Als Kelten (
lat. celtae, galli,
griech. keltoi, galatai – die Tapferen, die Edlen) bezeichnete man seit der Antike Kulturgruppen der
Eisenzeit in Europa, die durch materielle Gemeinsamkeiten oder verwandte Sprachen gekennzeichnet sind. Je nach Fachgebiet oder Sichtweise werden mit dem Begriff Kelten entweder Siedlungsgemeinschaften mit einer ähnlichen materiellen Kultur (
archäologische Definition) oder eine mittel- und westeuropäische Sprachengemeinschaft (
sprachwissenschaftliche Definition) bezeichnet.
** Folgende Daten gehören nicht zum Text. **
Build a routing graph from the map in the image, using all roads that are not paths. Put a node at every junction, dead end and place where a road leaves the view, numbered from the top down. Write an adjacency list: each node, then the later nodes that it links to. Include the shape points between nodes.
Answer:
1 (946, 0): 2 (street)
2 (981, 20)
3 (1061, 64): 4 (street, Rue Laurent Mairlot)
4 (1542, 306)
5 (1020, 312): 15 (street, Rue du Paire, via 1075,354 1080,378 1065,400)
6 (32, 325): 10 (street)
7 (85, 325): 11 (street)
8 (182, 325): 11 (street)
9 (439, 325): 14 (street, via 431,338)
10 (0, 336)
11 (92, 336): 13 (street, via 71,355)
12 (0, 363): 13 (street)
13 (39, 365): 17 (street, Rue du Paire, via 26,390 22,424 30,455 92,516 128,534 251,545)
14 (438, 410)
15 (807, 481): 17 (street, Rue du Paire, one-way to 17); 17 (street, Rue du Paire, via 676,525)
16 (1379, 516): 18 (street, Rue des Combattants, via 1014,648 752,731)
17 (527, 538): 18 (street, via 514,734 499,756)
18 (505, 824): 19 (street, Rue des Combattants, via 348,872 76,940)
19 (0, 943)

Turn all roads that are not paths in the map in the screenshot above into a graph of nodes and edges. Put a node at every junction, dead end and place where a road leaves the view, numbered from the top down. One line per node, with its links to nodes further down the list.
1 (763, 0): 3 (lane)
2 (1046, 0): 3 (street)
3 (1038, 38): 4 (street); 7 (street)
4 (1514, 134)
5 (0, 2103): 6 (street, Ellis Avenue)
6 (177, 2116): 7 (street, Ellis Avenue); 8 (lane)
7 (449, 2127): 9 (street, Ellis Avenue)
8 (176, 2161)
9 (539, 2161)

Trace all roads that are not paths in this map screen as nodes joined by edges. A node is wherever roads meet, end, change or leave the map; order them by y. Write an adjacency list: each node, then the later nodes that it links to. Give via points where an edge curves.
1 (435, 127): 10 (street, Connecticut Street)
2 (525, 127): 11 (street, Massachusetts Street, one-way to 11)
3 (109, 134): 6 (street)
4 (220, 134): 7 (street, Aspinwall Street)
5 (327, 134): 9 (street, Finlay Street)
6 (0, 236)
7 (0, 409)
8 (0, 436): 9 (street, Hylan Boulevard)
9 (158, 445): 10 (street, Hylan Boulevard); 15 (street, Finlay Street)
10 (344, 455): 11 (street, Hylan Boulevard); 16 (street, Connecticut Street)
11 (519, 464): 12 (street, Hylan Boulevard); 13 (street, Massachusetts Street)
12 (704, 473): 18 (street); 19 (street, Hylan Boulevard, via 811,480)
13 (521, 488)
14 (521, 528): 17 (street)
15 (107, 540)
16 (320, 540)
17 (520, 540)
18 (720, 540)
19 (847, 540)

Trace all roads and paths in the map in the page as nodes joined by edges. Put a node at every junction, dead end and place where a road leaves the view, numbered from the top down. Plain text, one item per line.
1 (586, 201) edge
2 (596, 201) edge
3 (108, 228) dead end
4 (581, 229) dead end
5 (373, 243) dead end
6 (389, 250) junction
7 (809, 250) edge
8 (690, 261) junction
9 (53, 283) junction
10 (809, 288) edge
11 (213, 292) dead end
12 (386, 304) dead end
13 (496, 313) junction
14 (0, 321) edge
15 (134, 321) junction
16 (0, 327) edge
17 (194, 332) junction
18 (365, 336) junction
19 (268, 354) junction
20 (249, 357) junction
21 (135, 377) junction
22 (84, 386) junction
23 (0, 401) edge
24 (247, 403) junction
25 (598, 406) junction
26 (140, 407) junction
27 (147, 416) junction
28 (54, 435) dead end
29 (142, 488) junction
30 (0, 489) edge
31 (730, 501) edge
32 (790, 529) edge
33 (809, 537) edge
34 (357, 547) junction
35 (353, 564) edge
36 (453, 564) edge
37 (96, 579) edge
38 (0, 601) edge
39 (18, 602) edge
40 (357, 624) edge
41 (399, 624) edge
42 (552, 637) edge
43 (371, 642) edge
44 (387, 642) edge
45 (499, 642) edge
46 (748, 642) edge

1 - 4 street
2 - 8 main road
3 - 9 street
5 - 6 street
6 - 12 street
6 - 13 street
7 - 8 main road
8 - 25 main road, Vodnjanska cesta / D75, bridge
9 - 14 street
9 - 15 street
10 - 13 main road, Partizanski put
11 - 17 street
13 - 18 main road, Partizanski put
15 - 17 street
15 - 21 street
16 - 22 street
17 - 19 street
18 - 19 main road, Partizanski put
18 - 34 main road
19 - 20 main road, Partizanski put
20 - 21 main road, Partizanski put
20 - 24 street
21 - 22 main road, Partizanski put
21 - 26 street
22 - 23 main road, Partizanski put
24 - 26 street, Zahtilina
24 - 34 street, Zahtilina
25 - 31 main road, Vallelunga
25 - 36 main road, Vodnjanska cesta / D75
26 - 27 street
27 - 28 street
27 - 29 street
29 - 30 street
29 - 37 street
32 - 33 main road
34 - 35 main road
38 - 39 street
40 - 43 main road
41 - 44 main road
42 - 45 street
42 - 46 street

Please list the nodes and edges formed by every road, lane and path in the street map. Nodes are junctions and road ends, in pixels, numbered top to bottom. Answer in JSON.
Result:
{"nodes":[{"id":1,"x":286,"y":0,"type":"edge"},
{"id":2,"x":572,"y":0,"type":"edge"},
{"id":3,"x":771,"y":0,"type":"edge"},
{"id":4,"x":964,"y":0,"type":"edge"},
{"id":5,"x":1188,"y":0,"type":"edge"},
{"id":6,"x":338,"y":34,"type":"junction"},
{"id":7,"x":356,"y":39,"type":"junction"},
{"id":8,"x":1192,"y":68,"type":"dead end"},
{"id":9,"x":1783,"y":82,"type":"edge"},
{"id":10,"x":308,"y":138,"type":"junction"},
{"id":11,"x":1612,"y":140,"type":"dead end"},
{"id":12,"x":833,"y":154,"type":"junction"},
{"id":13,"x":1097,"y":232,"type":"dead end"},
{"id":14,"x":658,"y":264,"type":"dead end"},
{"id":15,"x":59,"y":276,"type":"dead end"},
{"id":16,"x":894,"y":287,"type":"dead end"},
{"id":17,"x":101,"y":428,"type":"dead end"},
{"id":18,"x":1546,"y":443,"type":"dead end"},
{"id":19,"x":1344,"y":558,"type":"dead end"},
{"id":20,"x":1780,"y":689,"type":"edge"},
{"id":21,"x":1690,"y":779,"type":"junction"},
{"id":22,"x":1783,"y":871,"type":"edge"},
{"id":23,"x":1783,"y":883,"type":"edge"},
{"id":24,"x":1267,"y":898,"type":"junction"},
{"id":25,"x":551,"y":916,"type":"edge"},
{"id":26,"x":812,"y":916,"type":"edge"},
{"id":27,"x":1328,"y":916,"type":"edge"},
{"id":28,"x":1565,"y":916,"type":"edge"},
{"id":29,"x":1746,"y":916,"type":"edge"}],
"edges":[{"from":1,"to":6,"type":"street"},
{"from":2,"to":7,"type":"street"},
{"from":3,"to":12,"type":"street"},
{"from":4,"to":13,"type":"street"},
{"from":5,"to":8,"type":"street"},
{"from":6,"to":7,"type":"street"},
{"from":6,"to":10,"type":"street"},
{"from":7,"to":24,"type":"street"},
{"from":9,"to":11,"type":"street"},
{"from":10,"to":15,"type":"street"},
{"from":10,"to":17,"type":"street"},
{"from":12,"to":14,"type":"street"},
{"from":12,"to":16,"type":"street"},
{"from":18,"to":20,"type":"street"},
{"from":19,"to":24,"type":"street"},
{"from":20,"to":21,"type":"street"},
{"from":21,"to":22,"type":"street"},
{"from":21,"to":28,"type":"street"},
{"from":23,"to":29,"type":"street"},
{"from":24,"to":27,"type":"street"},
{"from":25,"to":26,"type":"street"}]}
Es ist dabei überaus strittig, ob die heute so genannten "keltischen Sprachen" tatsächlich auf die archäologischen Kulturen der Kelten zurückgehen. In der Forschungspraxis werden die beiden Definitionen häufig nicht deutlich genug geschieden. Als gesichert kann dagegen gelten, dass die "Kelten" nie eine geschlossene
Ethnie, d. h., bzw. ein geschlossenes
Volk bildeten (s. a.
Volk,
Ethnie,
Ethnogenese), allenfalls kann von zahlreichen unterschiedlichen ethnischen Gruppen mit ähnlicher Kultur gesprochen werden.